Ben bu ülkede yalandan öleni hiç görmedim..

Eskiden yalancının mumu yatsıya kadar yanardı.. Bugünlerde ise beş – on dakika yanmaktadır..

Kendi kendine sansür uygulayarak: Algı operasyonu yapanların ipliği pazara çıkmaktadır..

Türkiye garip bir ülke !...

FETÖ den görevden atılıyor, CHP listelerinden milletvekili oluyor, sonra SP de siyaset yapıyor ama : Gazi meclise yakışmayan sözleri söyleye biliyor..

TBMM de SP Vekil Cihangir İslam, FETÖ ağızı ile konuşması, 15 Temmuz Gazi ve Şehitlerine dil uzatması, milletimize beddua etmesi üzerine Ankara Cumhuriyet Savcılığı soruşturma açtı..

Ak Partililere beddua ediyor, sonlarının geldiğini söylüyor..

Ak partileri tehdit ediyor..

Dünyanın bir çok ülkesinde o ülkelerin dilinde yayın yapan FOX tv sahipleri ve kim olduklarını biliyorsunuz, yeni bir algı operasyonu için düğmeye basarken Basın Sansür var mı ? sorusun gündeme taşıyor..

Eş dost, herkes bize soruyor : Basın Sansür var mı ?

Türkiye ‘de Basın Sansür yoktur.

FOX tv ve Portakal ise : bu haberi öyle bir çarpıtarak verdi ki,” kendi kendilerine sansür uyguladığını , her an kendilerine de soruşturma açıla bileceğini vererek, sanki Türkiye de “ korku imparatorluğu var!” imajını vermeye çalıştı..

Türkiye de basına sansür yok.

Bizi şunu yaz, bunu yazma , böyle yap diyen biri de yok.

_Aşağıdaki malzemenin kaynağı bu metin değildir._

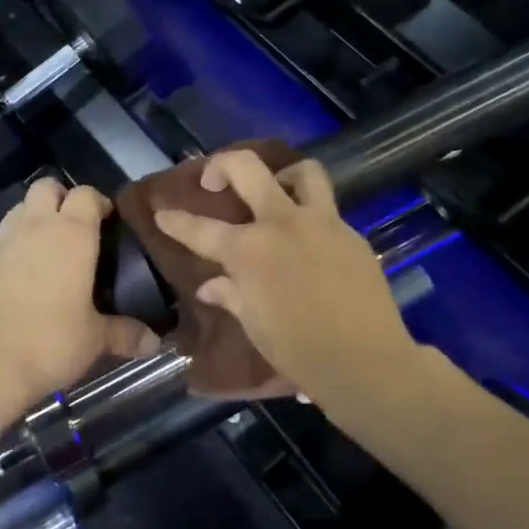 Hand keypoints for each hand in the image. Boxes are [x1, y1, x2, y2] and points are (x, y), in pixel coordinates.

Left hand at [0, 179, 160, 410]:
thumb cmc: (50, 341)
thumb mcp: (95, 340)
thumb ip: (125, 334)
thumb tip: (153, 343)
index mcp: (71, 233)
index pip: (87, 194)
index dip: (99, 202)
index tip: (109, 222)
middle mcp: (34, 227)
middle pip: (46, 187)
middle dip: (61, 198)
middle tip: (75, 230)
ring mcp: (0, 242)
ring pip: (19, 209)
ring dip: (34, 219)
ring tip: (46, 250)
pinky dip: (11, 249)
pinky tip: (18, 280)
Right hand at [154, 151, 415, 396]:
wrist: (366, 363)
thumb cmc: (299, 351)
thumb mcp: (255, 325)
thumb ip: (230, 296)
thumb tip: (210, 286)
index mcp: (249, 251)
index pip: (200, 229)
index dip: (175, 220)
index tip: (162, 212)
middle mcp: (282, 224)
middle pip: (247, 167)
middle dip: (222, 165)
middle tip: (215, 181)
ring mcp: (322, 223)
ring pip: (303, 171)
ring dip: (283, 176)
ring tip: (276, 193)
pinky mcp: (352, 234)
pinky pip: (328, 210)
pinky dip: (311, 217)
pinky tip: (309, 243) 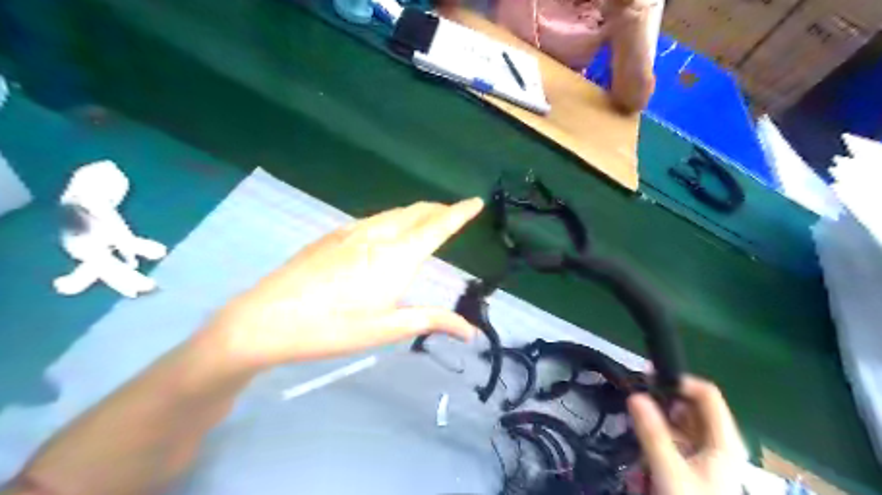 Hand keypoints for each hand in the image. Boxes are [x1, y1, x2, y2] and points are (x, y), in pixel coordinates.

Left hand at [203, 199, 485, 368]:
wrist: (266, 318)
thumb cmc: (332, 328)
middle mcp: (377, 235)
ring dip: (416, 212)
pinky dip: (393, 219)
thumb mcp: (386, 329)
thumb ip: (431, 321)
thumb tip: (469, 330)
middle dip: (439, 209)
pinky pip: (374, 219)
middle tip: (454, 212)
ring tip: (427, 219)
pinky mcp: (332, 236)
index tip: (475, 202)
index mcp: (396, 256)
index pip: (437, 226)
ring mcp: (351, 231)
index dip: (460, 212)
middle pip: (416, 212)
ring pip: (394, 213)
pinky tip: (387, 232)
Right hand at [631, 377, 745, 493]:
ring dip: (656, 427)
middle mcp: (718, 443)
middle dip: (661, 406)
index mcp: (723, 440)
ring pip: (680, 426)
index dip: (679, 381)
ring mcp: (707, 456)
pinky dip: (658, 443)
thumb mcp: (669, 471)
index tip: (648, 379)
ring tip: (639, 442)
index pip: (707, 394)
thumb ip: (652, 432)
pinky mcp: (695, 468)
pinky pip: (674, 443)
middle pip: (690, 408)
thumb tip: (635, 394)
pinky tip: (645, 462)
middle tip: (634, 407)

Kişisel haklara saldırı, hakaret, şiddet, kin ve nefretle halkı isyana davet etmediğin sürece , kanun ve nizamların içinde kalmak şartı ile istediğini yazarsın.

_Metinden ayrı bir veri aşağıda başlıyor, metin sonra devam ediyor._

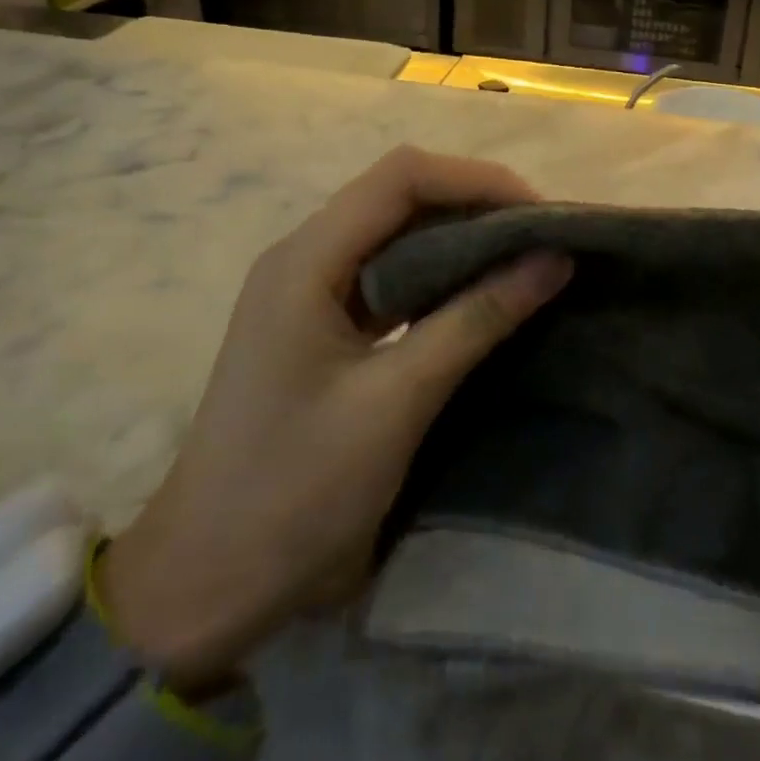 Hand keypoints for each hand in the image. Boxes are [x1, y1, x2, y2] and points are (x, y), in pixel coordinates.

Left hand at [99, 147, 571, 697]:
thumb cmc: (294, 492)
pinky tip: (478, 299)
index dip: (476, 181)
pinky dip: (437, 279)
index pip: (401, 177)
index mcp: (307, 259)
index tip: (540, 216)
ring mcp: (309, 292)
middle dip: (474, 206)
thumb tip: (553, 258)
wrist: (206, 583)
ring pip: (395, 236)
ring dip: (459, 241)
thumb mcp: (396, 402)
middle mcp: (304, 258)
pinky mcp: (320, 327)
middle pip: (399, 197)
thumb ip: (475, 320)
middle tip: (543, 240)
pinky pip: (387, 278)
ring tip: (524, 262) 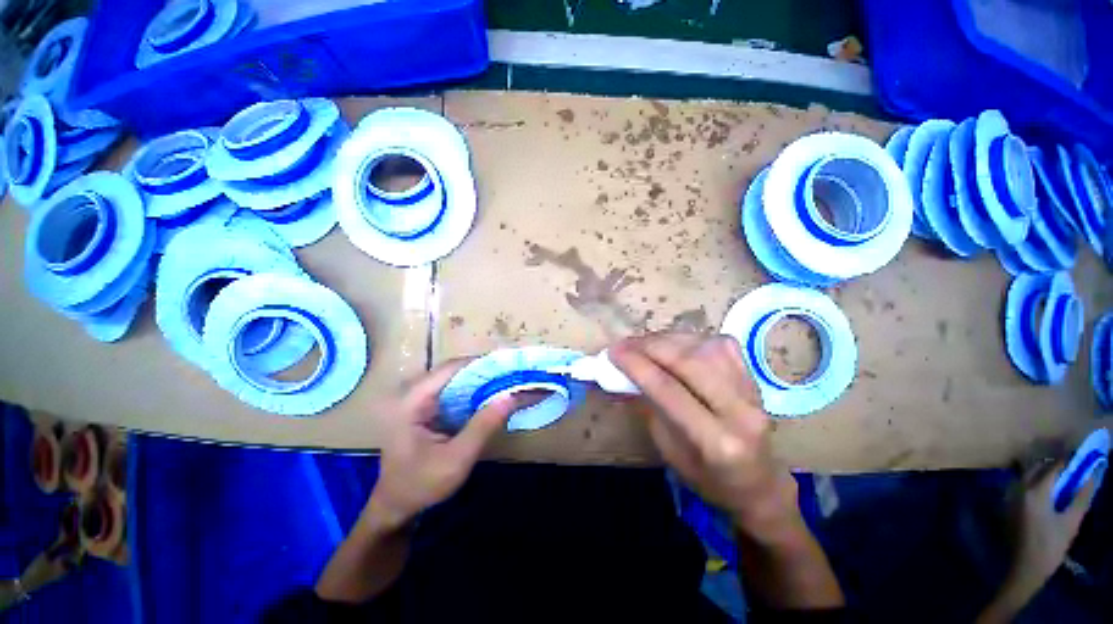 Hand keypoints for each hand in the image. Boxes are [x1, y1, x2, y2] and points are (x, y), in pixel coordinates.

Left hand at [366, 360, 515, 532]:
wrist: (396, 507)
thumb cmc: (421, 485)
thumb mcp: (457, 458)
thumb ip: (484, 425)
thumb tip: (512, 396)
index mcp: (413, 400)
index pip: (452, 368)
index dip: (483, 363)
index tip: (511, 367)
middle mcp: (414, 392)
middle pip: (456, 370)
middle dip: (487, 372)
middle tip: (515, 376)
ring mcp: (420, 398)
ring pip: (457, 379)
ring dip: (483, 381)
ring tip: (510, 384)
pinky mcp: (428, 407)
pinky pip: (456, 391)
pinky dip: (476, 392)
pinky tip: (494, 397)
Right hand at [611, 333, 798, 538]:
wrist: (756, 483)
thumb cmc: (705, 477)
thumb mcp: (667, 449)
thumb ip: (648, 406)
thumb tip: (622, 374)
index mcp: (716, 441)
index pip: (668, 389)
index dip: (636, 365)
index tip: (612, 352)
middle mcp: (740, 411)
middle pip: (686, 361)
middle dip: (647, 346)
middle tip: (623, 345)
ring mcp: (752, 390)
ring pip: (702, 347)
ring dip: (665, 340)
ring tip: (643, 344)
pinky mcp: (754, 376)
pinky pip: (718, 344)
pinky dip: (689, 339)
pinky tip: (673, 345)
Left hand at [1007, 460, 1095, 591]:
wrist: (1025, 568)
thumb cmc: (1050, 546)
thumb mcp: (1071, 522)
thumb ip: (1082, 497)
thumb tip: (1094, 475)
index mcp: (1034, 492)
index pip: (1052, 468)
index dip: (1067, 461)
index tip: (1080, 456)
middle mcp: (1018, 490)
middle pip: (1035, 469)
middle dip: (1052, 465)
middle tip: (1070, 466)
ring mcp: (1009, 498)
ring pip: (1026, 477)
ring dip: (1041, 473)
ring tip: (1060, 477)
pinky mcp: (1006, 507)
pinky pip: (1020, 487)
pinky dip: (1033, 483)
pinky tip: (1045, 491)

Burası Türkiye Cumhuriyeti Devleti: Devletin kırmızı çizgileri var, her ülkenin kırmızı çizgileri var bunu da aşamazsın, basın da durması gerektiği yeri bilmek zorunda.

Geçenlerde bir yazımda : “ Sayın Cumhurbaşkanım, artık yol, köprü, tünel, hava alanı yapma işini bir kenara bırakalım, artık milli harp sanayi ve yerli otomobil, yerli uçak, yerli elektronik sanayiye yönelelim, tüketim toplumu değil üretim toplumu olalım “ diye yazdım.

Çok geniş yazdım, Sayın Cumhurbaşkanımıza da mail olarak gönderdim ki yüzde yüz okusun diye..

Var mı ? bir hakaret !. Sayın Cumhurbaşkanı , yol , tünel, köprü, hava alanı yapmayı kendine hedef olarak koymuş olabilir, bizde diyoruz ki : “ yeter artık bu işlere para harcama yerin üretime harcayalım” var mı bir hakaret veya bize dava açılması söz konusu mu ?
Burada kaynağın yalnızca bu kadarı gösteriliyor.